→ Stored data entries:
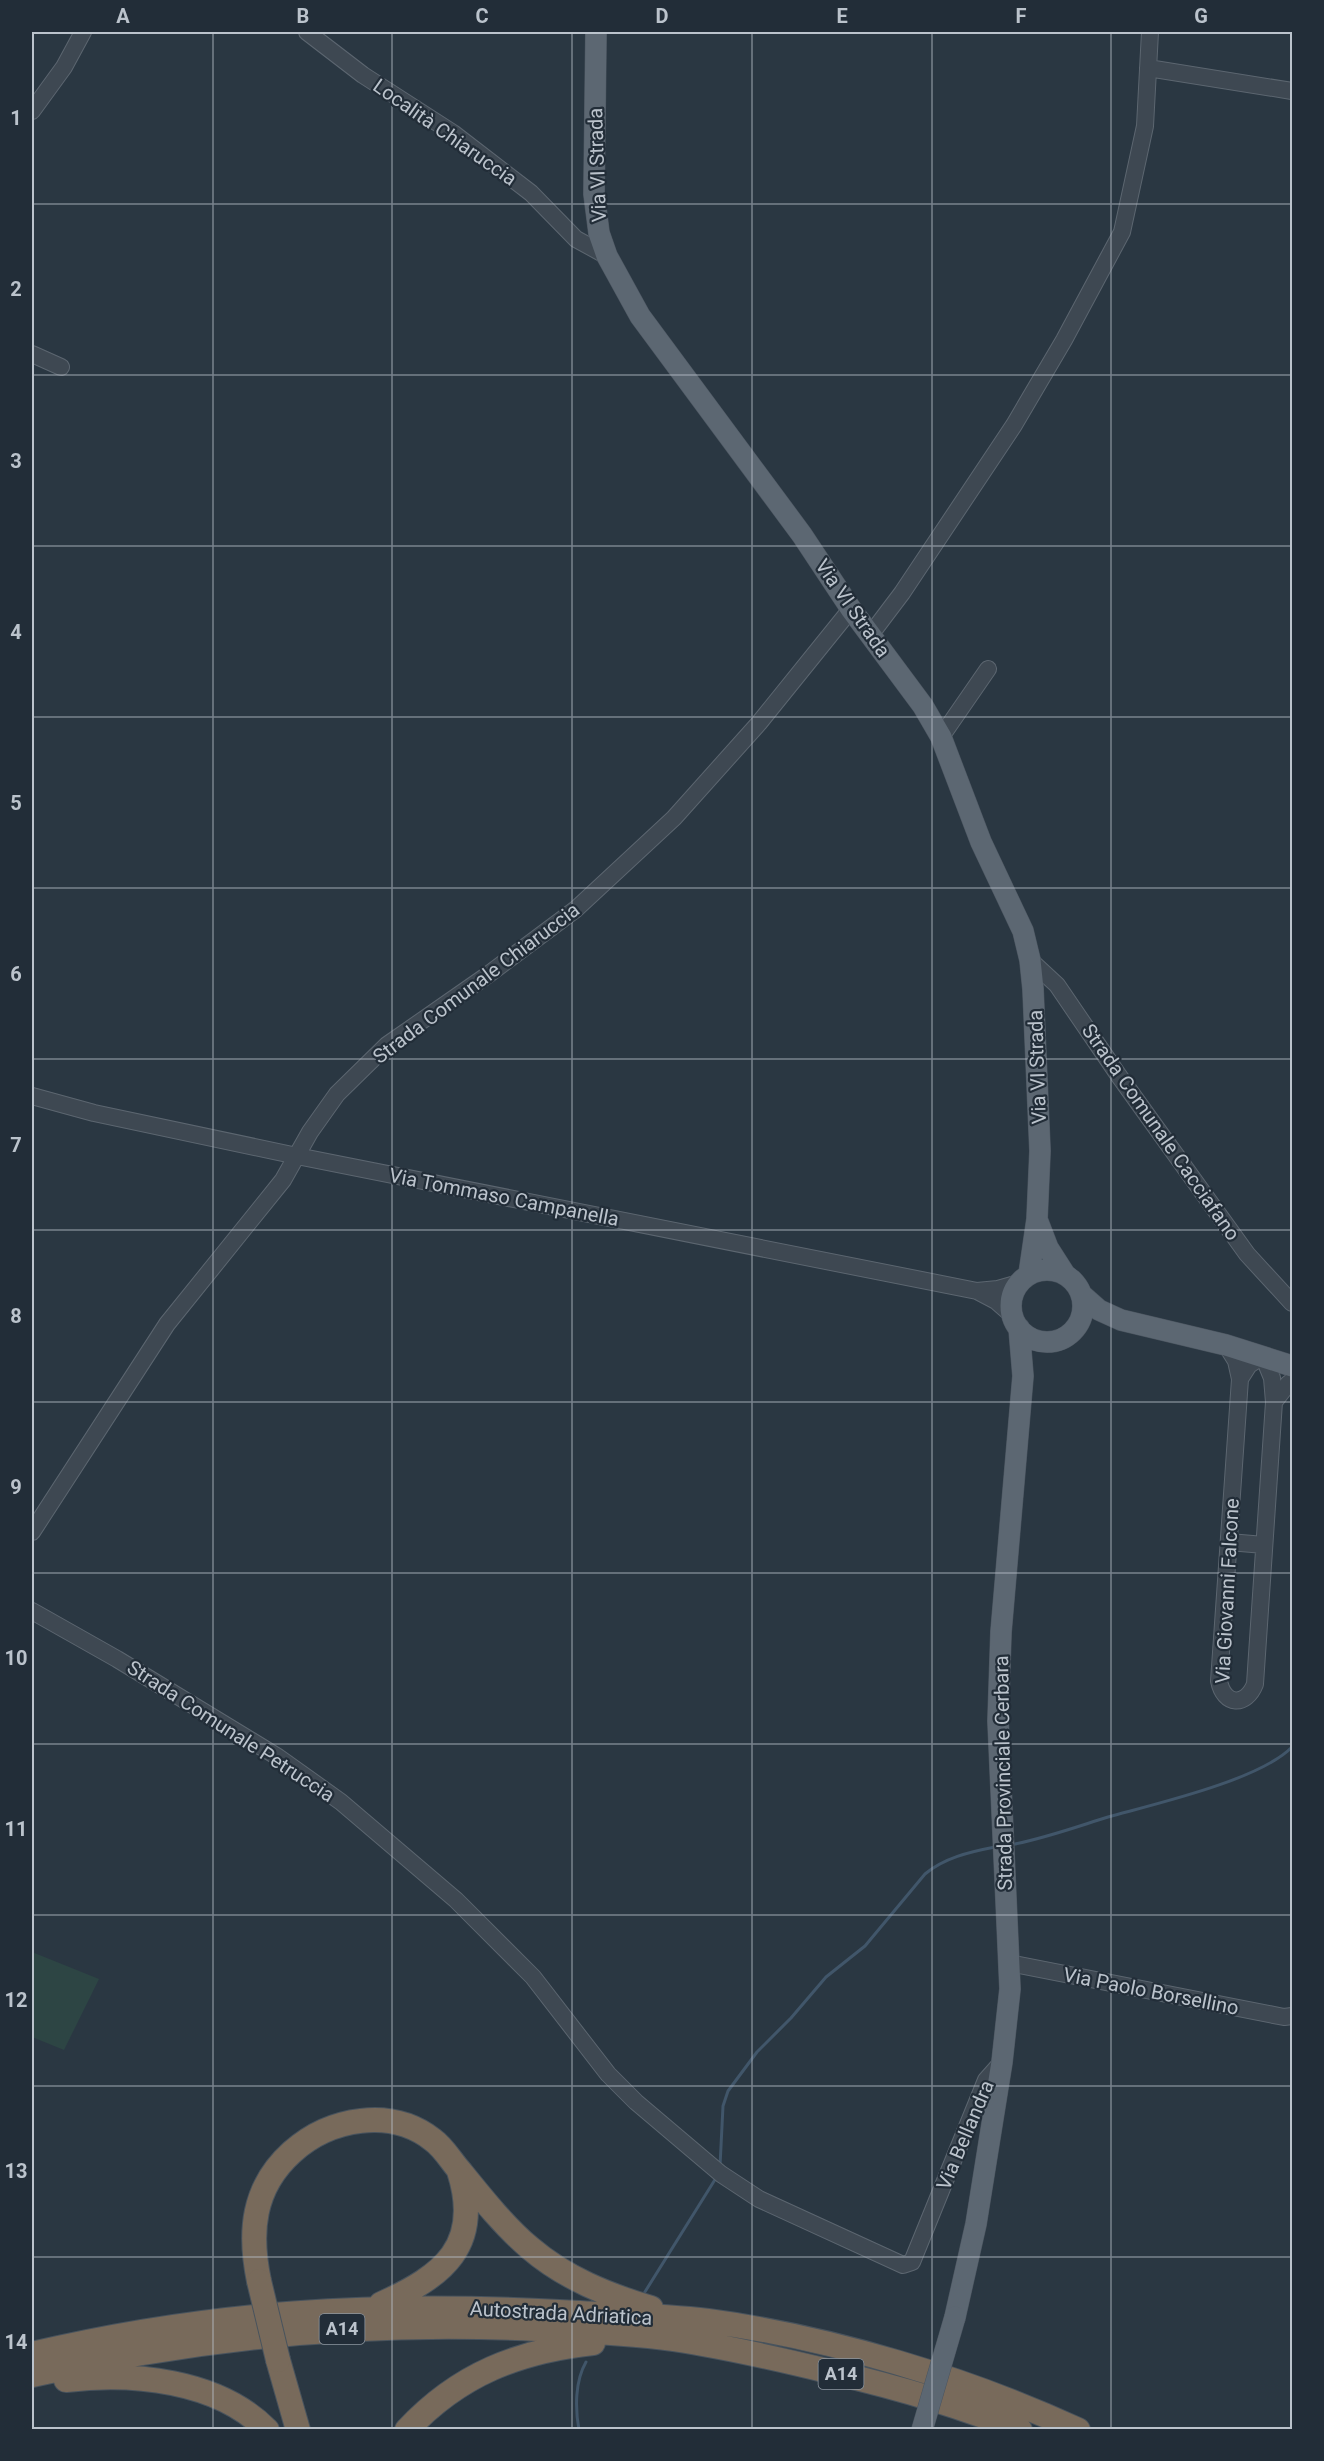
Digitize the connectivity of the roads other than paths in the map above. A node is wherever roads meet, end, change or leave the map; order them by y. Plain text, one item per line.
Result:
1 (83, 32) edge
2 (307, 32) edge
3 (596, 32) edge
4 (1150, 32) edge
5 (1149, 68) junction
6 (1293, 92) edge
7 (32, 111) edge
8 (599, 233) junction
9 (576, 239) junction
10 (607, 256) junction
11 (32, 354) edge
12 (61, 368) dead end
13 (851, 609) junction
14 (871, 634) junction
15 (988, 669) dead end
16 (941, 737) junction
17 (1030, 960) junction
18 (32, 1096) edge
19 (297, 1156) junction
20 (1037, 1218) junction
21 (1064, 1273) junction
22 (1024, 1279) junction
23 (977, 1291) junction
24 (1082, 1295) junction
25 (1293, 1303) edge
26 (1121, 1320) junction
27 (1016, 1322) junction
28 (1073, 1331) junction
29 (1053, 1341) junction
30 (1226, 1345) junction
31 (1263, 1356) junction
32 (1293, 1366) edge
33 (1023, 1376) junction
34 (1240, 1379) junction
35 (1293, 1381) edge
36 (1274, 1402) junction
37 (32, 1532) edge
38 (1229, 1542) junction
39 (1264, 1545) junction
40 (32, 1611) edge
41 (1009, 1964) junction
42 (1293, 2016) edge
43 (1002, 2062) junction
44 (458, 2169) junction
45 (718, 2171) joint
46 (374, 2308) junction
47 (693, 2320) junction
48 (657, 2337) junction
49 (32, 2355) edge
50 (32, 2375) edge
51 (32, 2386) edge
52 (267, 2430) edge
53 (298, 2430) edge
54 (407, 2430) edge
55 (922, 2430) edge
56 (1020, 2430) edge
57 (1078, 2430) edge

1 - 7 street
2 - 9 street, Località Chiaruccia
3 - 8 main road, Via VI Strada
4 - 5 street
5 - 6 street
5 - 14 street
8 - 9 street
8 - 10 main road, Via VI Strada
9 - 10 street, Località Chiaruccia
10 - 13 main road, Via VI Strada
11 - 12 street
13 - 14 main road, Via VI Strada
13 - 19 street, Strada Comunale Chiaruccia
14 - 16 main road, Via VI Strada
15 - 16 street
16 - 17 main road, Via VI Strada
17 - 20 main road, Via VI Strada
17 - 25 street, Strada Comunale Cacciafano
18 - 19 street, Via Tommaso Campanella
19 - 23 street, Via Tommaso Campanella
19 - 37 street, Strada Comunale Chiaruccia
20 - 21 main road, Via VI Strada
20 - 22 main road, Via VI Strada
21 - 22 main road
21 - 24 main road
22 - 23 street, Via Tommaso Campanella
22 - 27 main road, Strada Provinciale Cerbara
23 - 27 street, Via Tommaso Campanella
24 - 26 main road
24 - 28 main road
26 - 28 main road
26 - 30 main road
27 - 29 main road
27 - 33 main road, Strada Provinciale Cerbara
28 - 29 main road
29 - 33 main road
30 - 31 main road
30 - 34 street, Via Giovanni Falcone
31 - 32 main road
31 - 34 street
31 - 36 street, Via Giovanni Falcone
33 - 41 main road, Strada Provinciale Cerbara
34 - 38 street, Via Giovanni Falcone
35 - 36 street
36 - 39 street, Via Giovanni Falcone
38 - 39 street
38 - 39 street, Via Giovanni Falcone
40 - 45 street, Strada Comunale Petruccia
41 - 42 street, Via Paolo Borsellino
41 - 43 main road, Strada Provinciale Cerbara
43 - 45 street, Via Bellandra
43 - 55 main road, Via Bellandra, bridge
44 - 46 highway, A14
44 - 47 highway, A14
44 - 53 highway, A14, bridge
46 - 47 highway, Autostrada Adriatica / A14
46 - 49 highway, Autostrada Adriatica / A14
47 - 57 highway, Autostrada Adriatica / A14
48 - 50 highway, Autostrada Adriatica / A14
48 - 54 highway, A14
48 - 56 highway, Autostrada Adriatica / A14
51 - 52 highway

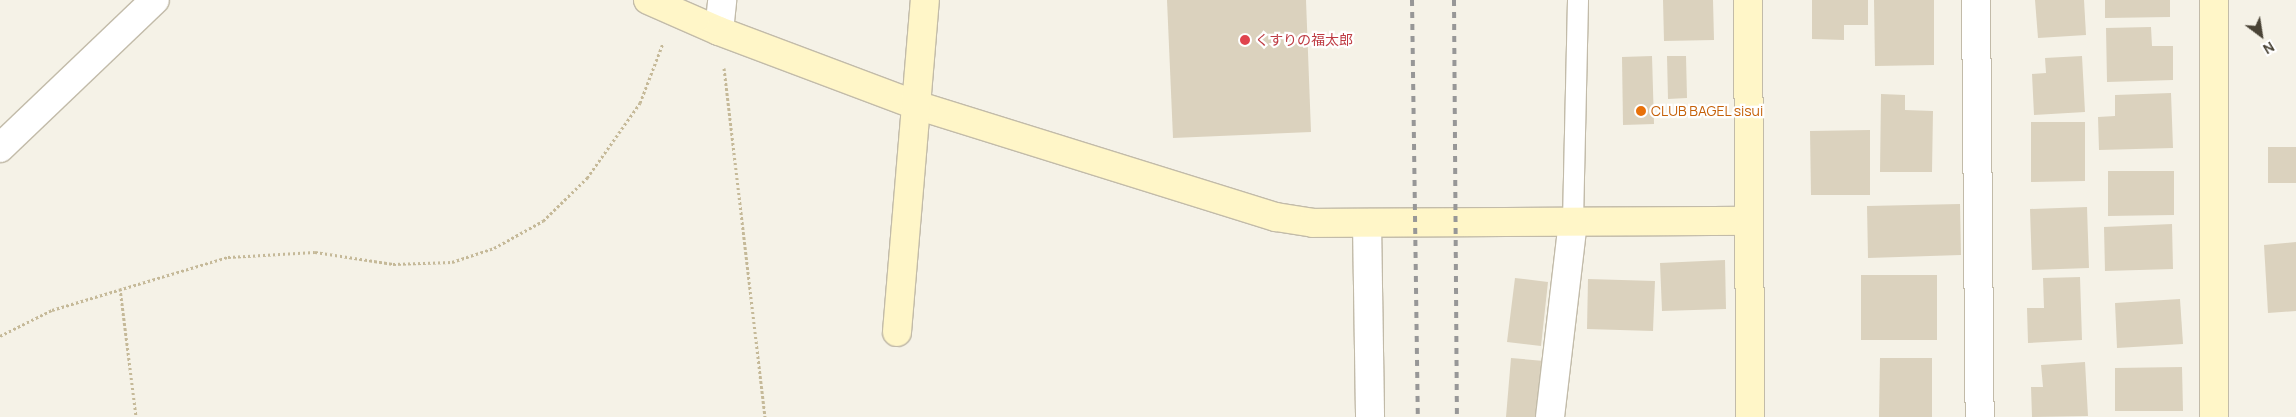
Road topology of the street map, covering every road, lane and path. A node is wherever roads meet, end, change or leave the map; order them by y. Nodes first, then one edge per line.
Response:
1 (155, 0) edge
2 (648, 0) edge
3 (722, 0) edge
4 (926, 0) edge
5 (1578, 0) edge
6 (1748, 0) edge
7 (1976, 0) edge
8 (2214, 0) edge
9 (675, 12) junction
10 (719, 31) junction
11 (916, 105) junction
12 (0, 148) edge
13 (1748, 221) junction
14 (1574, 222) junction
15 (1367, 223) junction
16 (120, 288) junction
17 (897, 332) dead end
18 (0, 336) edge
19 (136, 417) edge
20 (765, 417) edge
21 (1370, 417) edge
22 (1550, 417) edge
23 (1750, 417) edge
24 (1980, 417) edge
25 (2214, 417) edge

1 - 12 street
2 - 9 street
3 - 10 street
4 - 11 street
5 - 14 lane
6 - 13 street
7 - 24 street
8 - 25 street
9 - 10 street
9 - 16 path
10 - 11 street
10 - 20 path
11 - 15 street
11 - 17 street
13 - 14 street
13 - 23 street
14 - 15 street
14 - 22 street
15 - 21 street
16 - 18 path
16 - 19 path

→ Exercise goal:
Every line of the data should be copied as it stands, without the images.

→ Output for this task:
Digitize the connectivity of the roads other than paths in the map above. A node is wherever roads meet, end, change or leave the map; order them by y. Plain text, one item per line.
Result:
1 (83, 32) edge
2 (307, 32) edge
3 (596, 32) edge
4 (1150, 32) edge
5 (1149, 68) junction
6 (1293, 92) edge
7 (32, 111) edge
8 (599, 233) junction
9 (576, 239) junction
10 (607, 256) junction
11 (32, 354) edge
12 (61, 368) dead end
13 (851, 609) junction
14 (871, 634) junction
15 (988, 669) dead end
16 (941, 737) junction
17 (1030, 960) junction
18 (32, 1096) edge
19 (297, 1156) junction
20 (1037, 1218) junction
21 (1064, 1273) junction
22 (1024, 1279) junction
23 (977, 1291) junction
24 (1082, 1295) junction
25 (1293, 1303) edge
26 (1121, 1320) junction
27 (1016, 1322) junction
28 (1073, 1331) junction
29 (1053, 1341) junction
30 (1226, 1345) junction
31 (1263, 1356) junction
32 (1293, 1366) edge
33 (1023, 1376) junction
34 (1240, 1379) junction
35 (1293, 1381) edge
36 (1274, 1402) junction
37 (32, 1532) edge
38 (1229, 1542) junction
39 (1264, 1545) junction
40 (32, 1611) edge
41 (1009, 1964) junction
42 (1293, 2016) edge
43 (1002, 2062) junction
44 (458, 2169) junction
45 (718, 2171) joint
46 (374, 2308) junction
47 (693, 2320) junction
48 (657, 2337) junction
49 (32, 2355) edge
50 (32, 2375) edge
51 (32, 2386) edge
52 (267, 2430) edge
53 (298, 2430) edge
54 (407, 2430) edge
55 (922, 2430) edge
56 (1020, 2430) edge
57 (1078, 2430) edge

1 - 7 street
2 - 9 street, Località Chiaruccia
3 - 8 main road, Via VI Strada
4 - 5 street
5 - 6 street
5 - 14 street
8 - 9 street
8 - 10 main road, Via VI Strada
9 - 10 street, Località Chiaruccia
10 - 13 main road, Via VI Strada
11 - 12 street
13 - 14 main road, Via VI Strada
13 - 19 street, Strada Comunale Chiaruccia
14 - 16 main road, Via VI Strada
15 - 16 street
16 - 17 main road, Via VI Strada
17 - 20 main road, Via VI Strada
17 - 25 street, Strada Comunale Cacciafano
18 - 19 street, Via Tommaso Campanella
19 - 23 street, Via Tommaso Campanella
19 - 37 street, Strada Comunale Chiaruccia
20 - 21 main road, Via VI Strada
20 - 22 main road, Via VI Strada
21 - 22 main road
21 - 24 main road
22 - 23 street, Via Tommaso Campanella
22 - 27 main road, Strada Provinciale Cerbara
23 - 27 street, Via Tommaso Campanella
24 - 26 main road
24 - 28 main road
26 - 28 main road
26 - 30 main road
27 - 29 main road
27 - 33 main road, Strada Provinciale Cerbara
28 - 29 main road
29 - 33 main road
30 - 31 main road
30 - 34 street, Via Giovanni Falcone
31 - 32 main road
31 - 34 street
31 - 36 street, Via Giovanni Falcone
33 - 41 main road, Strada Provinciale Cerbara
34 - 38 street, Via Giovanni Falcone
35 - 36 street
36 - 39 street, Via Giovanni Falcone
38 - 39 street
38 - 39 street, Via Giovanni Falcone
40 - 45 street, Strada Comunale Petruccia
41 - 42 street, Via Paolo Borsellino
41 - 43 main road, Strada Provinciale Cerbara
43 - 45 street, Via Bellandra
43 - 55 main road, Via Bellandra, bridge
44 - 46 highway, A14
44 - 47 highway, A14
44 - 53 highway, A14, bridge
46 - 47 highway, Autostrada Adriatica / A14
46 - 49 highway, Autostrada Adriatica / A14
47 - 57 highway, Autostrada Adriatica / A14
48 - 50 highway, Autostrada Adriatica / A14
48 - 54 highway, A14
48 - 56 highway, Autostrada Adriatica / A14
51 - 52 highway

Road topology of the street map, covering every road, lane and path. A node is wherever roads meet, end, change or leave the map; order them by y. Nodes first, then one edge per line.
Response:
1 (155, 0) edge
2 (648, 0) edge
3 (722, 0) edge
4 (926, 0) edge
5 (1578, 0) edge
6 (1748, 0) edge
7 (1976, 0) edge
8 (2214, 0) edge
9 (675, 12) junction
10 (719, 31) junction
11 (916, 105) junction
12 (0, 148) edge
13 (1748, 221) junction
14 (1574, 222) junction
15 (1367, 223) junction
16 (120, 288) junction
17 (897, 332) dead end
18 (0, 336) edge
19 (136, 417) edge
20 (765, 417) edge
21 (1370, 417) edge
22 (1550, 417) edge
23 (1750, 417) edge
24 (1980, 417) edge
25 (2214, 417) edge

1 - 12 street
2 - 9 street
3 - 10 street
4 - 11 street
5 - 14 lane
6 - 13 street
7 - 24 street
8 - 25 street
9 - 10 street
9 - 16 path
10 - 11 street
10 - 20 path
11 - 15 street
11 - 17 street
13 - 14 street
13 - 23 street
14 - 15 street
14 - 22 street
15 - 21 street
16 - 18 path
16 - 19 path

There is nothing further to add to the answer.